I have an array with multiple “Zeros” and I need to rearrange it so that all the “Zeros” are positioned at the end of the array.
The result that I am aiming for is:
[1,2,3,0,0,0,0]
However, the output I’m getting is:
[1,2,0,3,0,0,0]
Here’s my code snippet:
let numbers = [0, 1, 2, 0, 0, 3, 0];
let zeroCount = 0;
const totalLength = numbers.length;
for (let index = 0; index < totalLength; index++) {
if (numbers[index] === 0) {
zeroCount++;
numbers.splice(index, 1);
index--;
}
}
for (let i = 0; i < zeroCount; i++) {
numbers.push(0);
}
console.log(numbers);
Your splice operation is altering the array in place and causing shifts in index positions. This means each time you remove a zero, the remaining elements shift left, leading to skipped checks on subsequent elements. Instead of using splice within the loop, you can use a more straightforward approach: filter out the zeros and then add them back at the end of the array. An example implementation could be:
let numbers = [0, 1, 2, 0, 0, 3, 0];
let filteredNumbers = numbers.filter(number => number !== 0);
let zeroCount = numbers.length - filteredNumbers.length;
for (let i = 0; i < zeroCount; i++) {
filteredNumbers.push(0);
}
console.log(filteredNumbers);
This will reliably place all zeros at the end, maintaining the intended order for other numbers.

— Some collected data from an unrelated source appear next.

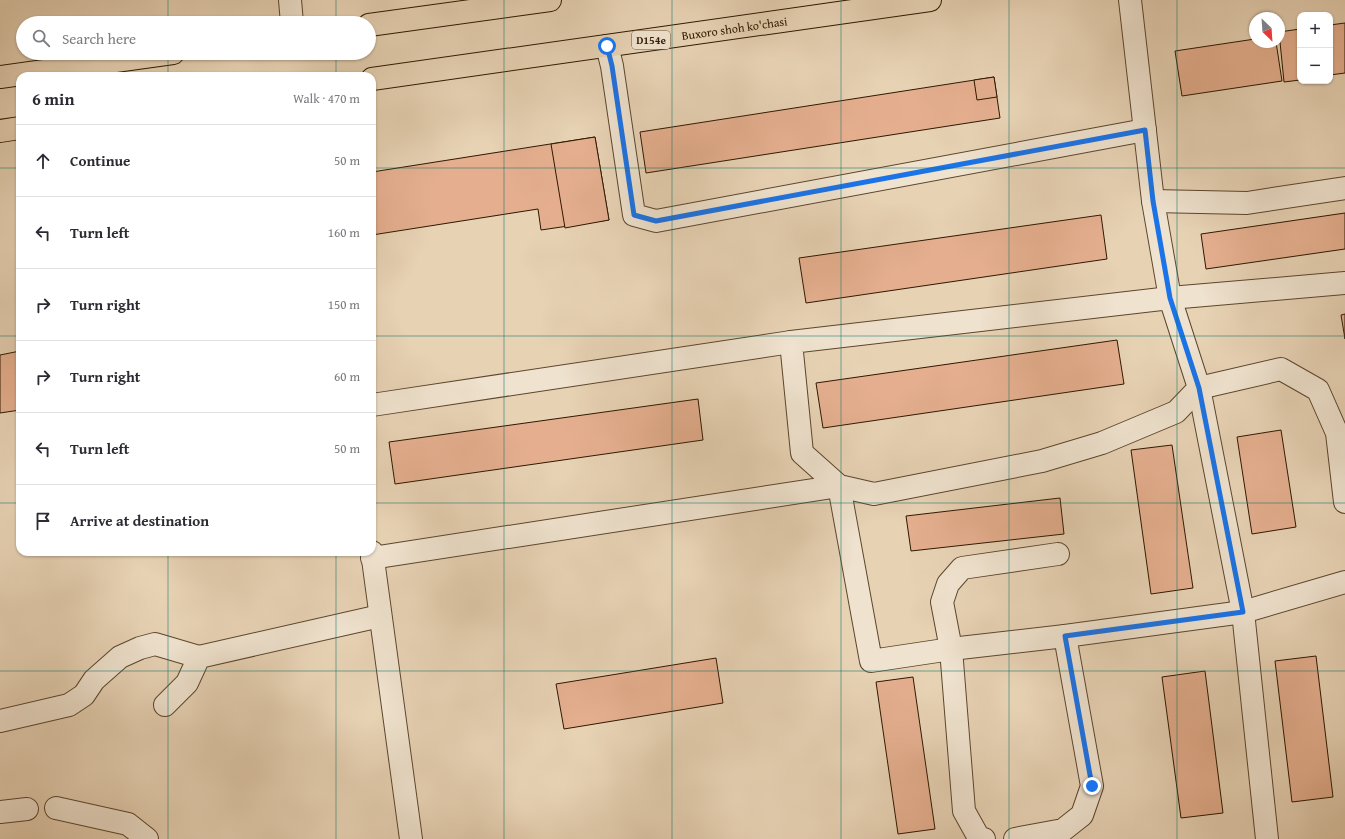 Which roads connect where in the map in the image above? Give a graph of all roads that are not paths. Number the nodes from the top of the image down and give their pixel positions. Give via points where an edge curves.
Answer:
1 (290, 0) edge
2 (550, 0) edge
3 (930, 0) edge
4 (1130, 0) edge
5 (291, 16) edge
6 (376, 24) edge
7 (607, 46) junction
8 (123, 60) edge
9 (36, 72) edge
10 (16, 75) edge
11 (0, 77) edge
12 (376, 78) edge
13 (16, 129) edge
14 (1145, 130) junction
15 (0, 131) edge
16 (1345, 188) edge
17 (1153, 201) junction
18 (1345, 284) edge
19 (1170, 298) junction
20 (791, 342) junction
21 (1199, 388) junction
22 (376, 404) edge
23 (839, 486) junction
24 (1345, 502) edge
25 (376, 554) edge
26 (1058, 554) dead end
27 (372, 556) edge
28 (1345, 582) edge
29 (1243, 612) junction
30 (380, 616) junction
31 (1065, 636) junction
32 (951, 649) junction
33 (200, 656) junction
34 (165, 705) dead end
35 (0, 721) edge
36 (56, 808) dead end
37 (27, 809) dead end
38 (0, 812) edge
39 (147, 839) edge
40 (410, 839) edge
41 (984, 839) edge
42 (1015, 839) edge
43 (1266, 839) edge

1 - 5 lane
2 - 6 main road
3 - 7 main road, Buxoro shoh ko'chasi / D154e
4 - 14 lane
7 - 12 main road, Buxoro shoh ko'chasi / D154e
7 - 14 lane via 634,215 656,221
8 - 9 main road
10 - 11 main road
13 - 15 main road
14 - 17 lane
16 - 17 lane via 1247,203
17 - 19 lane
18 - 19 lane
19 - 20 lane
19 - 21 lane
20 - 22 lane
20 - 23 lane via 802,453
21 - 23 lane via 1176,412 1102,443 1042,461 874,494
21 - 24 lane via 1281,369 1318,390 1337,433
21 - 29 lane
23 - 25 lane
23 - 32 lane via 871,661
26 - 32 lane via 962,568 948,584 942,602
27 - 30 lane
28 - 29 lane
29 - 31 lane
29 - 43 lane
30 - 33 lane
30 - 40 lane
31 - 32 lane
31 - 42 lane via 1092,786 1082,815 1063,830
32 - 41 lane via 964,811 979,838
33 - 34 lane via 187,683
33 - 35 lane via 155,644 140,648 120,658 94,680 84,695 69,704
36 - 39 lane via 128,824
37 - 38 lane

From personal experience, you can benefit from using an extra array or counter approach to keep track of the non-zero and zero elements separately. Here’s a way I’d tackle it: go through the array once to collect all non-zeros, then push zeros based on the count collected. Here’s a simple illustration:
let numbers = [0, 1, 2, 0, 0, 3, 0];
let nonZeros = [];
let zeroCount = 0;
numbers.forEach(number => {
if (number !== 0) {
nonZeros.push(number);
} else {
zeroCount++;
}
});
for (let i = 0; i < zeroCount; i++) {
nonZeros.push(0);
}
console.log(nonZeros);
This method minimizes operations by ensuring you’re only iterating twice, which can be a bit more efficient in some scenarios.
you could try using the sort method too, funny enough it can work for this kind of task. something like numbers.sort((a, b) => a === 0 ? 1 : -1). it will move all zeros to the end by treating 0 as larger than any other number. give it a try!